Meno strada ha fatto l’evoluzione più si è conservato il gene ancestrale. Ricostruire il percorso è molto difficile se non impossibile. Ortologhi sono due sequenze con la stessa funzione in due specie diverse. Queste fanno comodo quando devo andare a studiare dei farmaci su degli animali andando a lavorare su quei geni. Paraloghi sono sequenze che si sono differenziate a causa di un evento di duplicazione, all’interno dello stesso macro organismo. Questo è molto comodo per andare a vedere le origini del virus dagli animali. Leggi Spillover, David. Tutto un discorso su SARS e SARS-COV2, morale: viene tutto dalla Cina, anche i virus. Le sequenze omologhe sono spesso simili sulla scorta di qualche nostro criterio di similitudine che gli abbiamo dati noi. Usiamo questo strumento perché è quello più semplice di andare a costruire. Andiamo a lavorare con la struttura 3D di tutta la struttura del DNA. Un allineamento è una mutua organizzazione di 2 o più sequenze e può essere (struttura spesso è significativo del funzionamento):
L’ordinamento che definisco ottimo è quello che mi mostra la maggior parte delle corrispondenze ed il minor numero di differenze. Se uso la parola casa, quali sono le parole simile ad essa? Ne ho tante che si allineano in maniera ottimale. Le sequenze più simili probabilmente condividono qualcosa di funzionale o strutturale.

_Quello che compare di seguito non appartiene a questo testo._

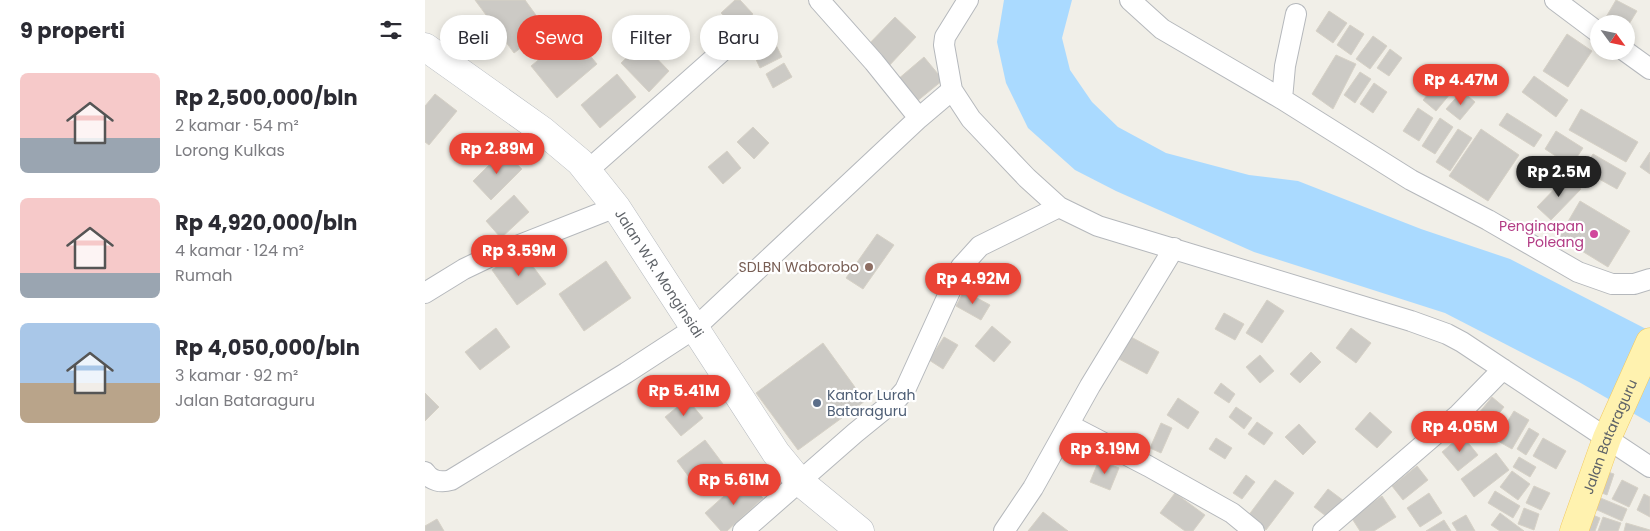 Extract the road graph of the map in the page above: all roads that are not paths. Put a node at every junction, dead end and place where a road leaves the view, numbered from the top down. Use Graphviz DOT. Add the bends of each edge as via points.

Ogni * è una lettera uguale. I - sono spazi (se ci sono e nelle slides ci sono), che mi segnalano il fatto che non so che sia successo effettivamente. Dovrei fare un confronto mettendogli dentro tutti i cambiamenti che gli sono successi da quando erano una stessa sequenza. Uso i trattini come padding, li uso per spaziare e non so dove metterli ma so di doverli mettere.
Non ho divieti teorici nel confronto, ma per trovare quelle ottime, devo massimizzare le similitudini e devo dargli un punteggio in base agli asterischi essenzialmente.
Potrei avere anche dei pari merito e li considero entrambi essenzialmente. Se cambio lo schema di punteggio poi ho il problema che cambia anche il ranking. Dobbiamo considerare bene anche lo schema di punteggio per andare a capire bene come fare tutto quanto.
[04-04-2023]
Il metodo più semplice è calcolare una distanza tra stringhe. Il confronto sarebbe cercare di allinearla una sull’altra e vedere quante lettere sono conservate. L’idea sarebbe materialmente andare ad incolonnare le stringhe in modo di avere quanti più match possibili. Il problema è che le sequenze possono avere lunghezze diverse e diventa difficile andare a sistemarla l’una rispetto all’altra per vedere la distanza di hamming. Lunghezza diversa di sequenze mi crea problemi nella ricerca della disposizione opportuna.